John Defauw, director and co-head of Savills’ Brussels office, said: “Office demand remains robust in Brussels and we have seen some very strong letting transactions take place by both public and corporate tenants. In particular, the corporate sector has accounted for 78% of lettings demand.”
In addition, there were 14 reported transactions above 5,000sqm compared to only 11 during H1 2007 and eight during the H1 average of the last five years.
With regard to prime rents, the report showed that this average figure remains unchanged at €295sqm although rents increased by 2.5% in the key sub-markets such as The Midi District and the Louise District as rents now stand respectively at €200sqm and €210sqm.
In terms of the investment market, the report stated that levels in Belgium reached €1.41bn during H1 of 2008, which is down 46% compared to the same period in 2007.
In Brussels, investment reached €1.054bn, down 23% compared to the same period in 2007.
Worldwide News
Australians default on a record number of loans
According to Reserve Bank figures, home buyers and other borrowers in Australia defaulted on a record $3.5bn of loan payments in the March quarter, as higher interest rates pushed them over the brink.
Reserve Bank figures showed the ratio of bank assets that were impaired (borrowers falling behind on payments) shot up from 0.19% at the end of December to 0.31% at the end of March. It is the most dramatic surge in bad debts since these records began in 1994.
In addition, the banks’ standard mortgage rate rose from 8.05% at the end of July 2007 to 9.35% by March 2008. It has since risen to 9.6% - adding more than $100 a month to the cost of servicing a typical $250,000 mortgage.
Other Reserve Bank data showed high interest rates and petrol prices were causing Australians to become thriftier with credit cards, with balances per card growing at the slowest pace in 13 years. The average card balance stood at $3,115 in May, up $30 from April. But with the number of cards up 5% in the year to May, outstanding balances were 10% higher than a year earlier. The figures come amid anecdotal reports of home buyers avoiding default on mortgage payments by putting them on credit cards.
Also, housing groups have called for bigger incentives to investors to build affordable rental properties. The call comes as the Rudd Government works on a plan to give investors $8,000 a year for 10 years to build and rent new homes to low-income earners at 20% below market rates.
Bank of Mexico raises interest rate twice in a month
The Bank of Mexico has raised interest rates for the second time in less than a month to slow inflation which is at its highest level in nearly four years (5.26%).
The bank decided on Friday 14 th July to increase interest rates by a quarter point to 8%. It last raised interest rates on 20 th June to 7.75%.
The bank also said it was considering raising its inflation predictions for 2008 to about 3.5% from 3% because of rising fuel and food costs.
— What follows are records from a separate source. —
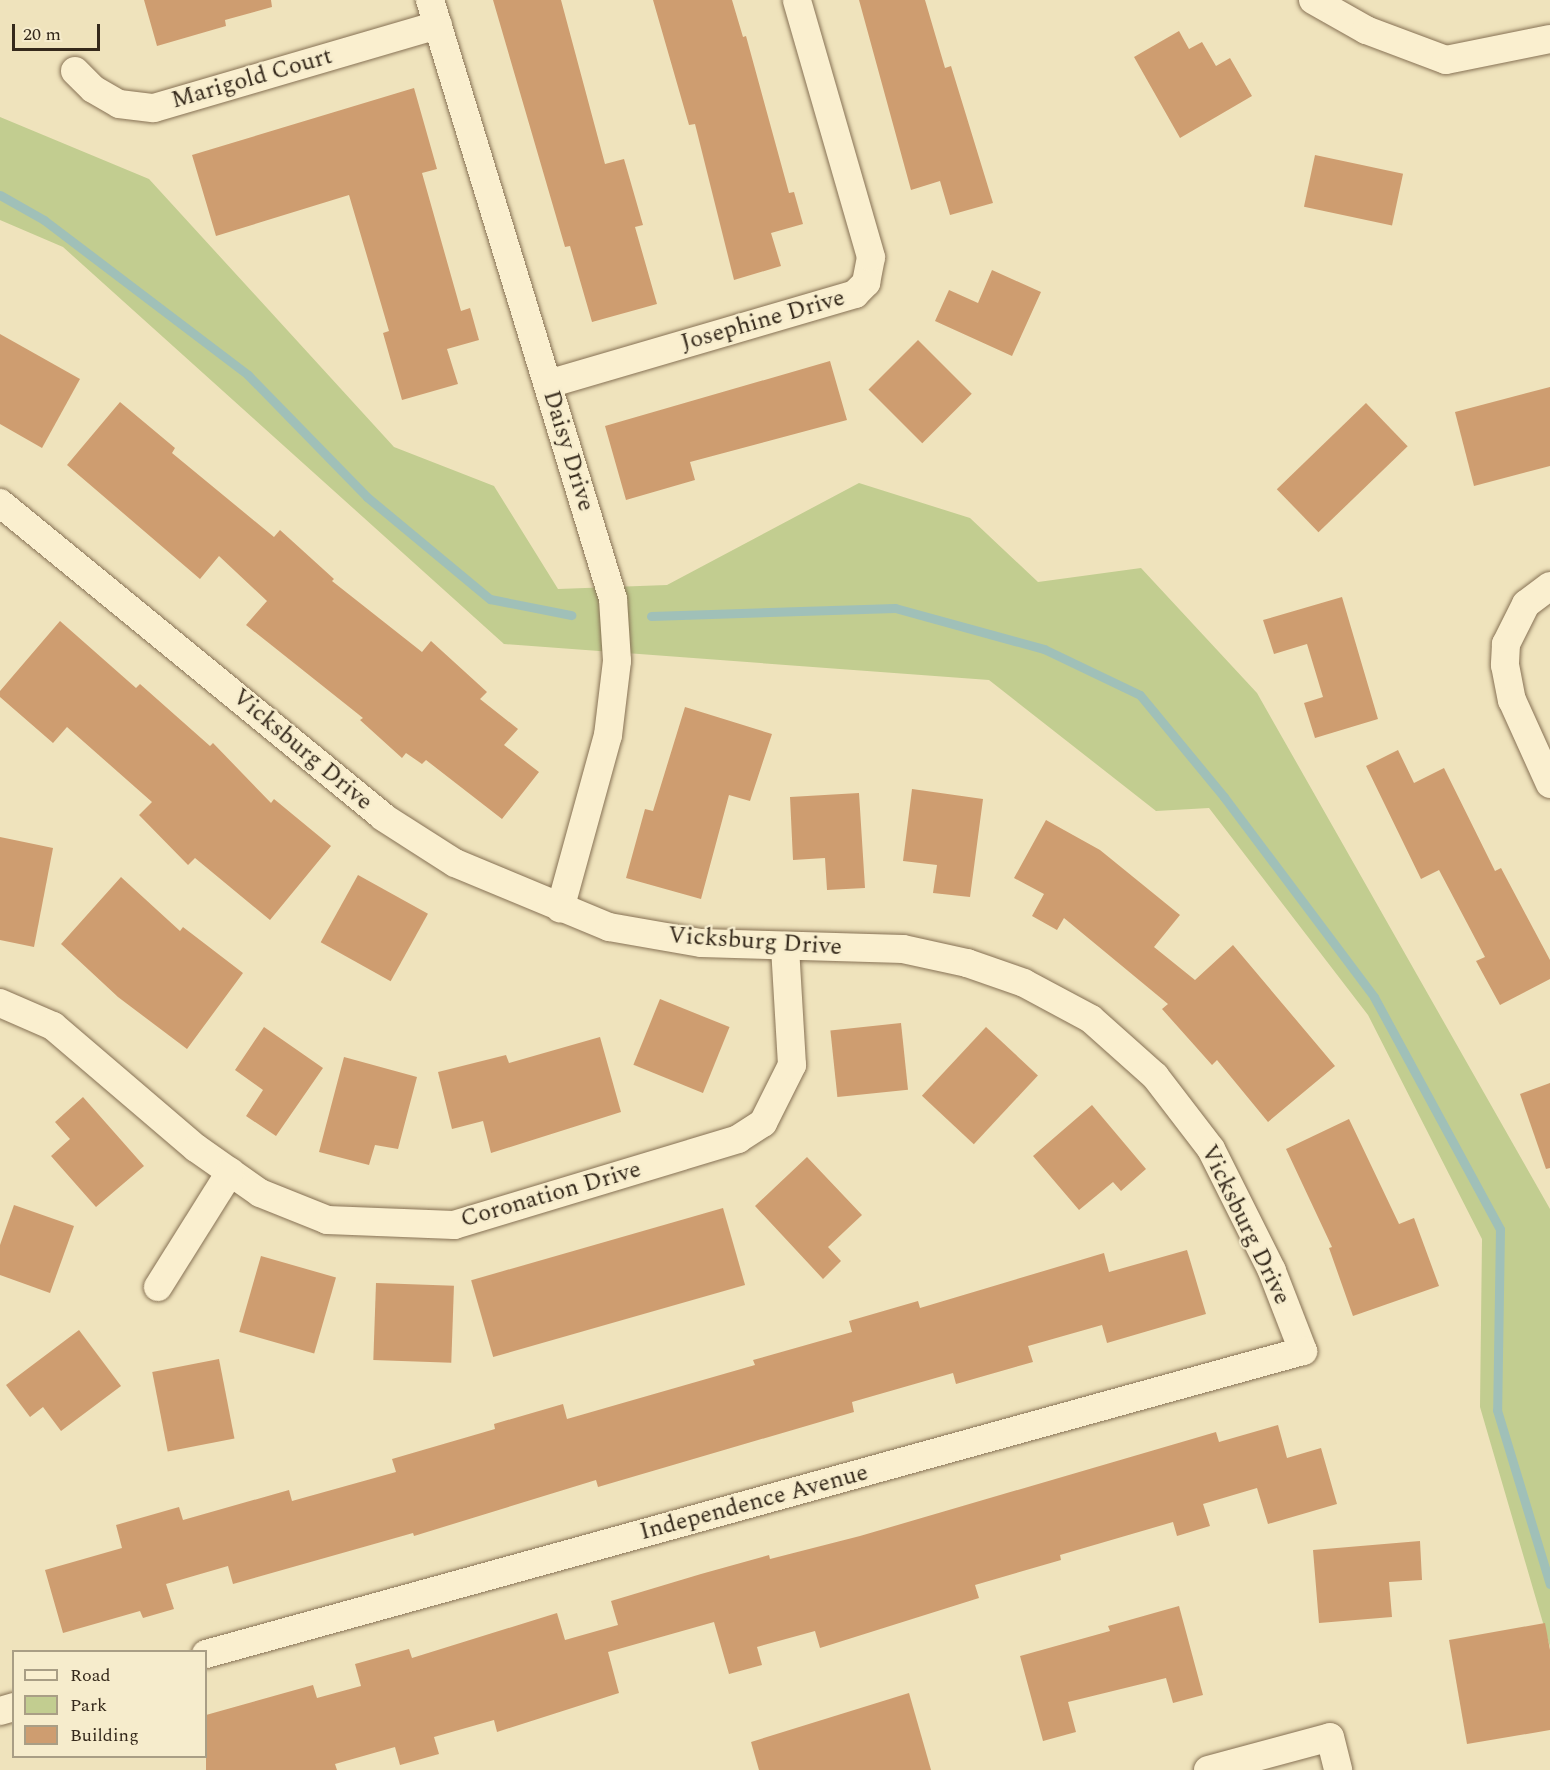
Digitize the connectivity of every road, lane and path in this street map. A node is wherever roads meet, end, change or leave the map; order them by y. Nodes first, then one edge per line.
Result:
1 (797, 0) edge
2 (1313, 0) edge
3 (434, 13) edge
4 (1550, 39) edge
5 (75, 70) dead end
6 (548, 384) junction
7 (0, 503) edge
8 (1550, 586) edge
9 (1550, 784) edge
10 (560, 909) junction
11 (785, 946) junction
12 (0, 1003) edge
13 (230, 1172) junction
14 (158, 1287) dead end
15 (1303, 1351) joint
16 (207, 1654) edge
17 (1208, 1770) edge
18 (1338, 1770) edge

1 - 6 street, Josephine Drive
2 - 4 street
3 - 5 street, Marigold Court
3 - 6 street, Daisy Drive
6 - 10 street, Daisy Drive
7 - 10 street, Vicksburg Drive
8 - 9 street
10 - 11 street, Vicksburg Drive
11 - 13 street, Coronation Drive
11 - 15 street, Vicksburg Drive
12 - 13 street, Coronation Drive
13 - 14 street
15 - 16 street, Independence Avenue
17 - 18 street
Last year, inflation was at 3.76%.
You know it’s a downturn when you have to bribe the broker
As the office vacancy rate for metro Detroit in the US edges near 25%, landlords are looking for anything that will give them an edge when it comes to bringing brokers to tour buildings.
To entice brokers to bring tenants to tour office buildings in the area, some building owners are doling out gift certificates, free tanks of gas and iPods to these brokers. Larger gifts, such as vacations, go to brokers who sign deals. Landlords at one office complex will even offset the carbon footprint created on the trip to the property.
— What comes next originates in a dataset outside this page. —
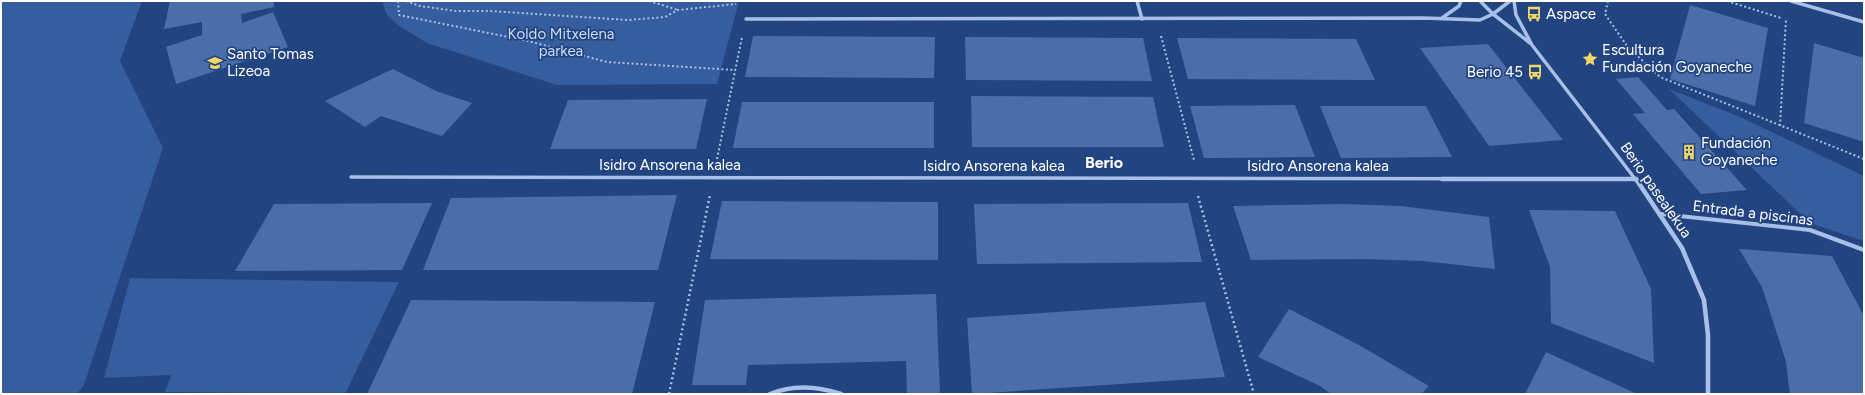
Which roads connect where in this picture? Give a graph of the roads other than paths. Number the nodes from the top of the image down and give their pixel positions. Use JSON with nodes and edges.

Owners say the giveaways and gimmicks might not guarantee a lease, but they do get the attention of busy brokers who get barraged with daily e-mails about all the buildings in town with vacant space.
According to John Strabel of First Industrial Realty Trust, the cost is justified as a marketing expense. Money from the marketing budget for the leasing of buildings has been spent on iPods given to brokers and even plasma TVs, rather than advertising, he said.